July 27, 2020 -- The U.S. has reported more than 1,000 coronavirus deaths for several days, with Saturday marking the fifth day in a row that the death toll surpassed the grim number.
The last time the U.S. registered four consecutive days of 1,000 deaths was in late May, according to The Washington Post, when hotspot states in the Northeast recorded high numbers of new cases, hospitalizations and deaths. Now states in the South and West have seen a spike in new cases and hospitalizations in recent weeks, and California, Florida and Texas registered single-day records of deaths this week.
“What we have right now are essentially three New Yorks,” Deborah Birx, MD, coordinator of the White House Coronavirus Task Force, said on the TODAY show on Friday.
“We’re really having to respond as an American people, and that’s why you hear us calling for masks and increased social distancing to really stop the spread of this epidemic,” she said.

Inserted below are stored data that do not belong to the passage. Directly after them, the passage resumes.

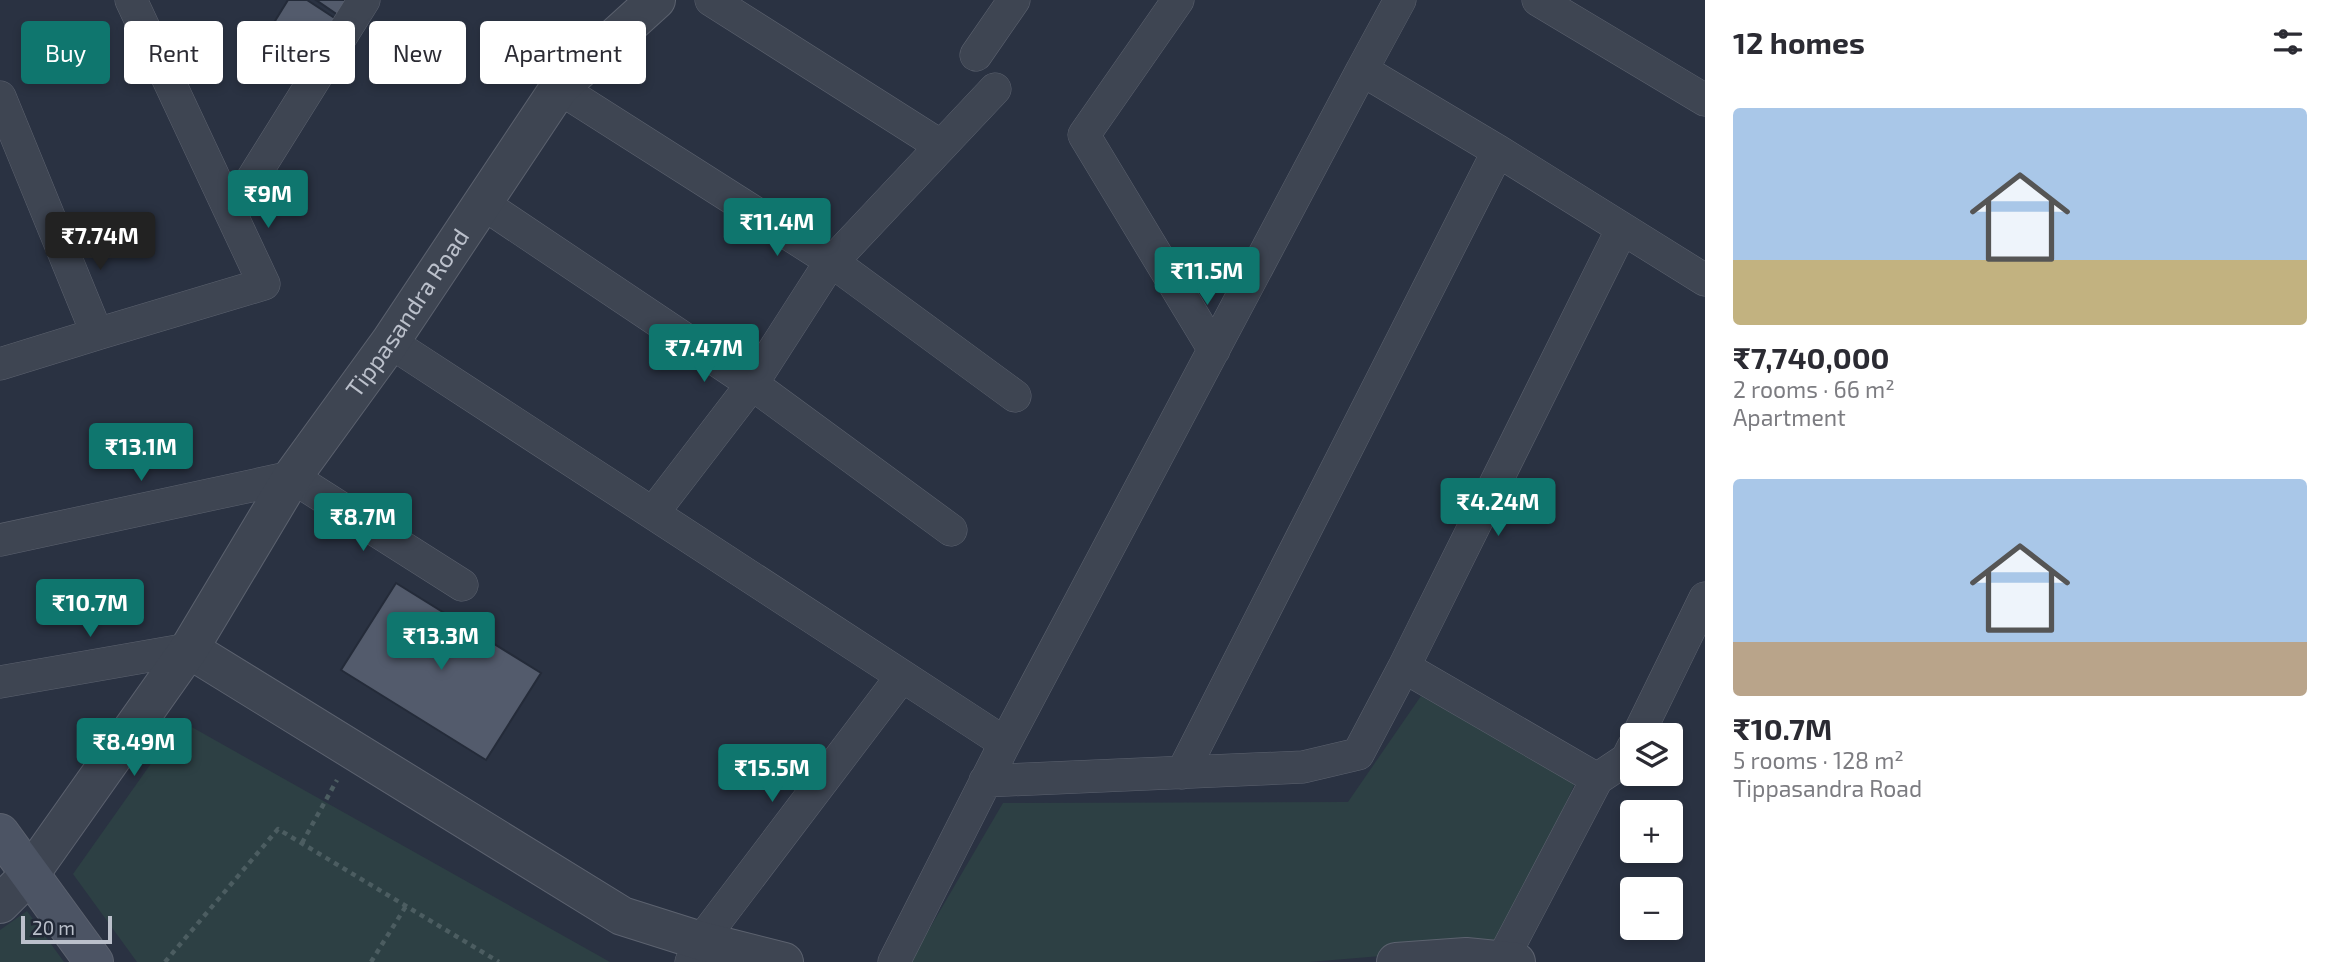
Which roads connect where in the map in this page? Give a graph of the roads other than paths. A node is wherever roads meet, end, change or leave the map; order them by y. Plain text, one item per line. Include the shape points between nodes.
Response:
1 (364, 0) edge
2 (656, 0) edge
3 (711, 0) edge
4 (1014, 0) edge
5 (1178, 0) edge
6 (1400, 0) edge
7 (1538, 0) edge
8 (134, 2) edge
9 (976, 55) dead end
10 (1362, 71) junction
11 (559, 88) junction
12 (995, 89) dead end
13 (0, 97) edge
14 (1705, 100) edge
15 (941, 146) junction
16 (1498, 151) junction
17 (482, 203) junction
18 (231, 213) junction
19 (1622, 229) junction
20 (831, 261) junction
21 (1705, 280) edge
22 (97, 334) junction
23 (390, 342) junction
24 (1214, 350) junction
25 (0, 365) edge
26 (752, 384) junction
27 (1015, 396) dead end
28 (292, 477) junction
29 (653, 513) junction
30 (951, 530) dead end
31 (0, 540) edge
32 (462, 585) dead end
33 (1705, 598) edge
34 (189, 649) junction
35 (1404, 667) junction
36 (902, 676) junction
37 (0, 682) edge
38 (1645, 723) edge
39 (1005, 743) junction
40 (1620, 764) edge
41 (1182, 773) junction
42 (1597, 779) junction
43 (985, 781) junction
44 (0, 833) edge
45 (30, 874) junction
46 (0, 904) edge
47 (696, 951) edge
48 (1509, 961) edge
49 (94, 962) edge
50 (784, 962) edge
51 (894, 962) edge
52 (1396, 962) edge

1 - 18 street
2 - 11 street, Tippasandra Road
3 - 15 street
4 - 9 street
5 - 24 street via 1084,135
6 - 10 street
7 - 14 street
8 - 18 street
10 - 16 street
10 - 24 street
11 - 17 street, Tippasandra Road
11 - 20 street
12 - 15 street
13 - 22 street
15 - 20 street
16 - 19 street
16 - 41 street
17 - 23 street, Tippasandra Road
17 - 26 street
18 - 22 street via 264,284
19 - 21 street
19 - 35 street
20 - 26 street
20 - 27 street
22 - 25 street
23 - 28 street, Tippasandra Road
23 - 29 street
24 - 39 street
26 - 29 street
26 - 30 street
28 - 31 street
28 - 32 street
28 - 34 street, Tippasandra Road
29 - 36 street
33 - 38 street
34 - 37 street
34 - 45 street, Tippasandra Road
34 - 47 street via 622,916
35 - 41 street via 1358,754 1303,768
35 - 42 street
36 - 39 street
36 - 47 street
39 - 43 street
40 - 42 street
41 - 43 street
42 - 48 street
43 - 51 street
44 - 45 main road
45 - 46 street, Tippasandra Road
45 - 49 main road
47 - 50 street
48 - 52 street via 1466,957

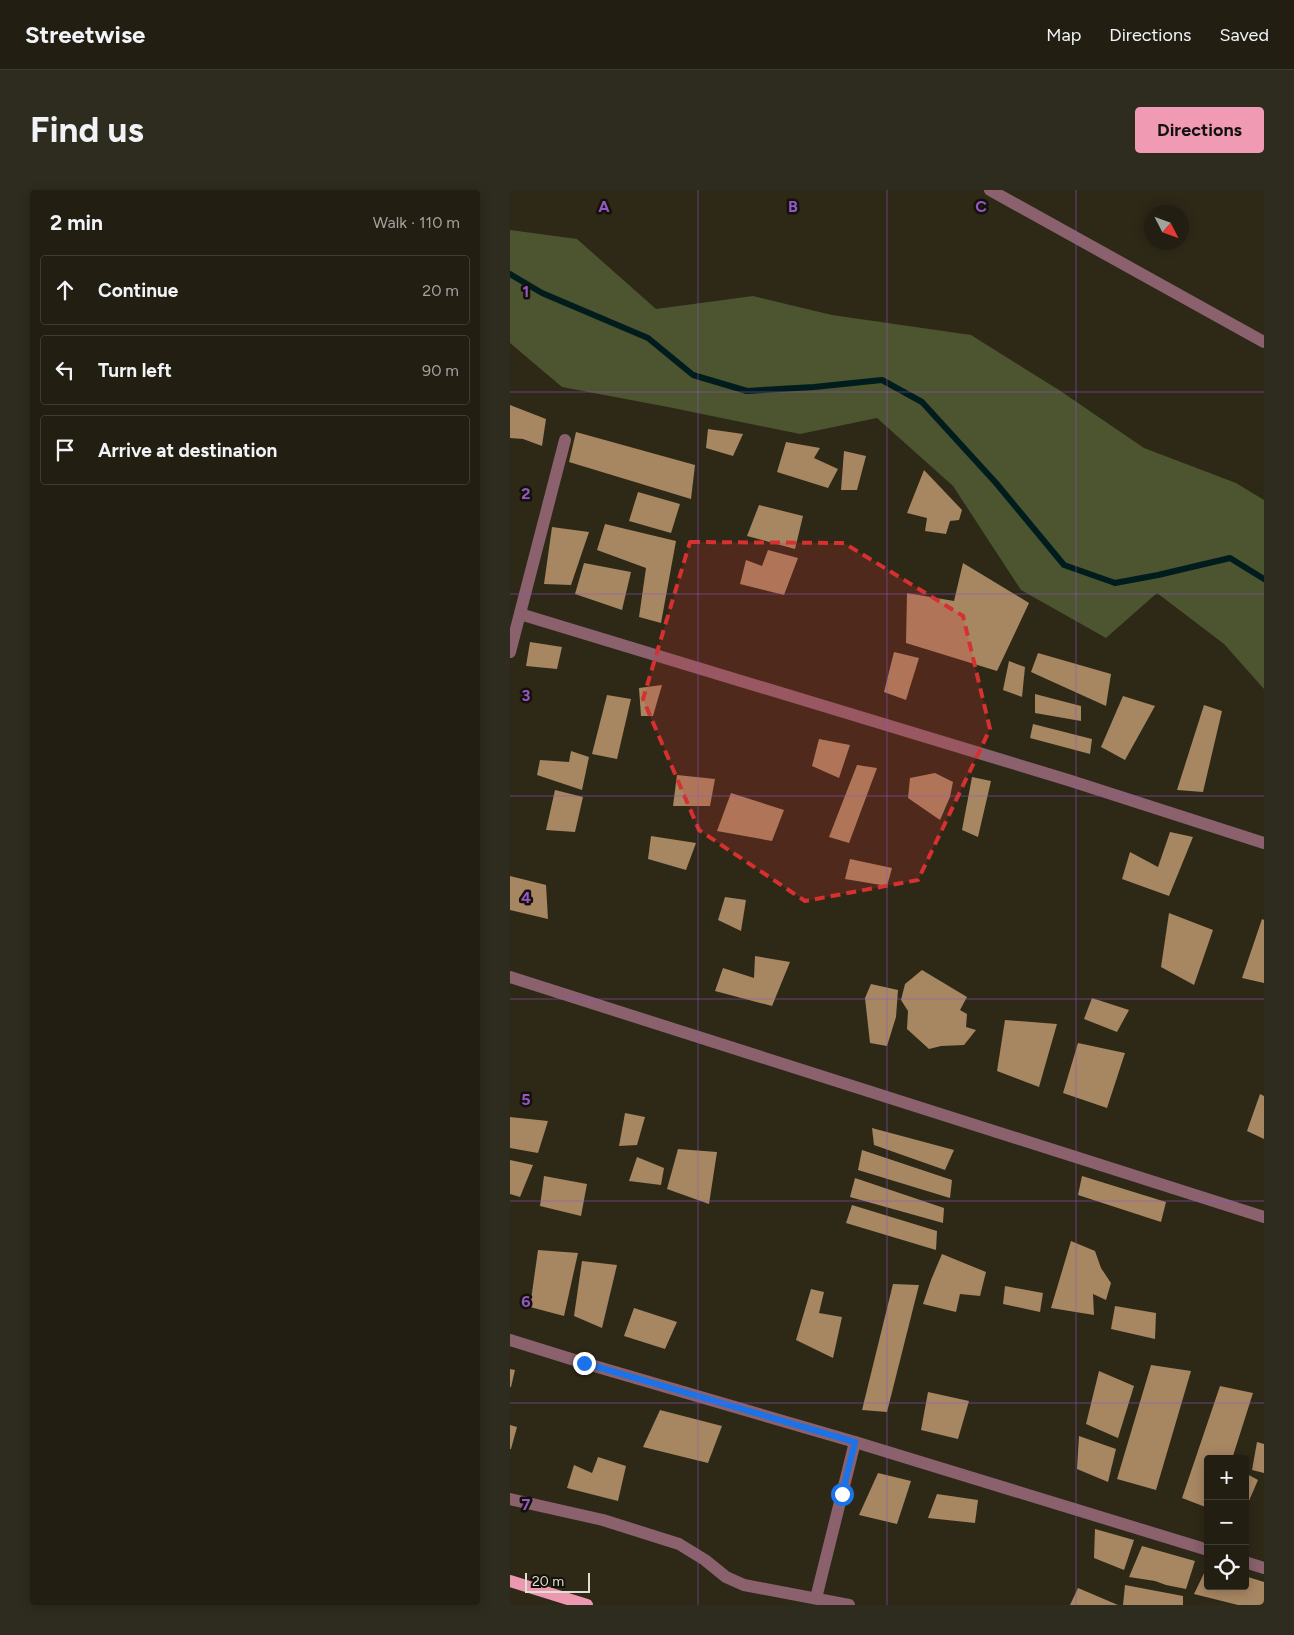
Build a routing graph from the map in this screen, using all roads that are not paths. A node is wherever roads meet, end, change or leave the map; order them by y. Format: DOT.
graph roads {
  1 [pos="990,190"];
  2 [pos="1264,342"];
  3 [pos="565,440"];
  4 [pos="520,614"];
  5 [pos="510,652"];
  6 [pos="1264,843"];
  7 [pos="510,977"];
  8 [pos="1264,1217"];
  9 [pos="510,1340"];
  10 [pos="855,1442"];
  11 [pos="510,1499"];
  12 [pos="1204,1549"];
  13 [pos="1249,1563"];
  14 [pos="1264,1568"];
  15 [pos="510,1581"];
  16 [pos="816,1598"];
  17 [pos="587,1605"];
  18 [pos="850,1605"];
  1 -- 2 [label="street"];
  3 -- 4 [label="street"];
  4 -- 5 [label="street"];
  4 -- 6 [label="street"];
  7 -- 8 [label="street"];
  9 -- 10 [label="street"];
  10 -- 12 [label="street"];
  10 -- 16 [label="street"];
  11 -- 16 [label="street"];
  13 -- 14 [label="street"];
  15 -- 17 [label="main road"];
  16 -- 18 [label="street"];
}
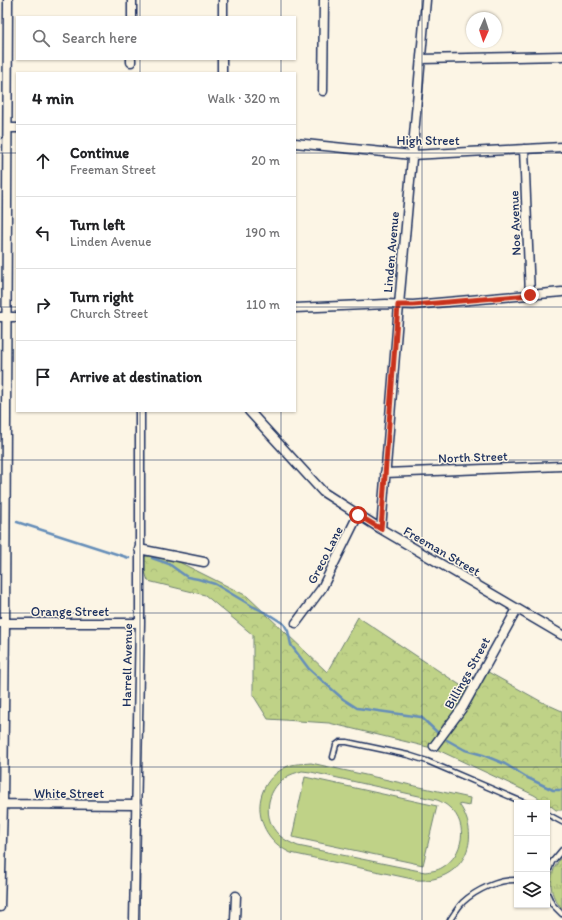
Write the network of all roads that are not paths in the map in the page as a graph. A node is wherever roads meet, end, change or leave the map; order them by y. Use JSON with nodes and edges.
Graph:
{"nodes":[{"id":1,"x":8,"y":0,"type":"edge"},
{"id":2,"x":132,"y":0,"type":"edge"},
{"id":3,"x":223,"y":0,"type":"edge"},
{"id":4,"x":324,"y":0,"type":"edge"},
{"id":5,"x":426,"y":0,"type":"edge"},
{"id":6,"x":132,"y":16,"type":"edge"},
{"id":7,"x":223,"y":16,"type":"edge"},
{"id":8,"x":562,"y":56,"type":"edge"},
{"id":9,"x":421,"y":59,"type":"junction"},
{"id":10,"x":222,"y":60,"type":"edge"},
{"id":11,"x":222,"y":72,"type":"edge"},
{"id":12,"x":323,"y":91,"type":"dead end"},
{"id":13,"x":8,"y":128,"type":"junction"},
{"id":14,"x":16,"y":128,"type":"edge"},
{"id":15,"x":296,"y":143,"type":"edge"},
{"id":16,"x":562,"y":147,"type":"edge"},
{"id":17,"x":524,"y":149,"type":"junction"},
{"id":18,"x":412,"y":155,"type":"junction"},
{"id":19,"x":562,"y":292,"type":"edge"},
{"id":20,"x":530,"y":295,"type":"junction"},
{"id":21,"x":398,"y":305,"type":"junction"},
{"id":22,"x":296,"y":308,"type":"edge"},
{"id":23,"x":3,"y":317,"type":"edge"},
{"id":24,"x":16,"y":317,"type":"edge"},
{"id":25,"x":140,"y":412,"type":"edge"},
{"id":26,"x":250,"y":412,"type":"edge"},
{"id":27,"x":562,"y":466,"type":"edge"},
{"id":28,"x":385,"y":472,"type":"junction"},
{"id":29,"x":358,"y":515,"type":"junction"},
{"id":30,"x":381,"y":529,"type":"junction"},
{"id":31,"x":139,"y":549,"type":"junction"},
{"id":32,"x":204,"y":562,"type":"dead end"},
{"id":33,"x":517,"y":609,"type":"junction"},
{"id":34,"x":3,"y":623,"type":"edge"},
{"id":35,"x":140,"y":623,"type":"junction"},
{"id":36,"x":296,"y":623,"type":"dead end"},
{"id":37,"x":562,"y":635,"type":"edge"},
{"id":38,"x":434,"y":746,"type":"dead end"},
{"id":39,"x":333,"y":757,"type":"dead end"},
{"id":40,"x":517,"y":800,"type":"edge"},
{"id":41,"x":2,"y":804,"type":"edge"},
{"id":42,"x":137,"y":805,"type":"junction"},
{"id":43,"x":550,"y":816,"type":"edge"},
{"id":44,"x":562,"y":822,"type":"edge"},
{"id":45,"x":562,"y":850,"type":"edge"},
{"id":46,"x":548,"y":872,"type":"edge"},
{"id":47,"x":514,"y":880,"type":"edge"},
{"id":48,"x":236,"y":896,"type":"dead end"},
{"id":49,"x":550,"y":900,"type":"edge"},
{"id":50,"x":0,"y":907,"type":"edge"},
{"id":51,"x":562,"y":914,"type":"edge"},
{"id":52,"x":134,"y":920,"type":"edge"},
{"id":53,"x":236,"y":920,"type":"edge"},
{"id":54,"x":450,"y":920,"type":"edge"}],
"edges":[{"from":1,"to":13,"type":"street"},
{"from":2,"to":6,"type":"street"},
{"from":3,"to":7,"type":"street"},
{"from":4,"to":12,"type":"street"},
{"from":5,"to":9,"type":"street","name":"Linden Avenue"},
{"from":8,"to":9,"type":"street"},
{"from":9,"to":18,"type":"street","name":"Linden Avenue"},
{"from":10,"to":11,"type":"street"},
{"from":13,"to":14,"type":"street"},
{"from":13,"to":23,"type":"street"},
{"from":15,"to":18,"type":"street","name":"High Street"},
{"from":16,"to":17,"type":"street","name":"High Street"},
{"from":17,"to":18,"type":"street","name":"High Street"},
{"from":17,"to":20,"type":"street","name":"Noe Avenue"},
{"from":18,"to":21,"type":"street","name":"Linden Avenue"},
{"from":19,"to":20,"type":"street"},
{"from":20,"to":21,"type":"street"},
{"from":21,"to":22,"type":"street"},
{"from":21,"to":28,"type":"street","name":"Linden Avenue"},
{"from":23,"to":24,"type":"street"},
{"from":23,"to":34,"type":"street"},
{"from":25,"to":31,"type":"street","name":"Harrell Avenue"},
{"from":26,"to":29,"type":"street","name":"Freeman Street"},
{"from":27,"to":28,"type":"street","name":"North Street"},
{"from":28,"to":30,"type":"street","name":"Linden Avenue"},
{"from":29,"to":30,"type":"street","name":"Freeman Street"},
{"from":29,"to":36,"type":"street","name":"Greco Lane"},
{"from":30,"to":33,"type":"street","name":"Freeman Street"},
{"from":31,"to":32,"type":"street"},
{"from":31,"to":35,"type":"street","name":"Harrell Avenue"},
{"from":33,"to":37,"type":"street","name":"Freeman Street"},
{"from":33,"to":38,"type":"street","name":"Billings Street"},
{"from":34,"to":35,"type":"street","name":"Orange Street"},
{"from":34,"to":41,"type":"street"},
{"from":35,"to":42,"type":"street","name":"Harrell Avenue"},
{"from":39,"to":40,"type":"lane"},
{"from":41,"to":42,"type":"street","name":"White Street"},
{"from":41,"to":50,"type":"street"},
{"from":42,"to":52,"type":"street","name":"Harrell Avenue"},
{"from":43,"to":44,"type":"lane"},
{"from":45,"to":46,"type":"lane"},
{"from":47,"to":54,"type":"lane"},
{"from":48,"to":53,"type":"street"},
{"from":49,"to":51,"type":"lane"}]}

The U.S. also surpassed 145,000 total coronavirus-related deaths on Friday, according to data from Johns Hopkins University, as well as 75,000 new infections. More than 400,000 new cases were reported nationwide in the last seven days.
Also during the past week, 18 states set single-day case records, according to The New York Times, and 40 states have reported a 14-day increase in cases per capita.
California leads the country with more than 445,000 total cases since the beginning of the pandemic, including more than 10,000 new cases confirmed on Saturday. This week, Florida surpassed New York and has more than 414,000 total cases, including 12,000 new cases confirmed on Saturday. New York now stands at third with more than 411,000 total cases, including 750 new cases reported on Saturday.
“Until you can see that explosion, it’s hard for people to understand how deeply you have to clamp down,” Birx said Friday. “We have to change our behavior now before this virus completely moves back up through the North.”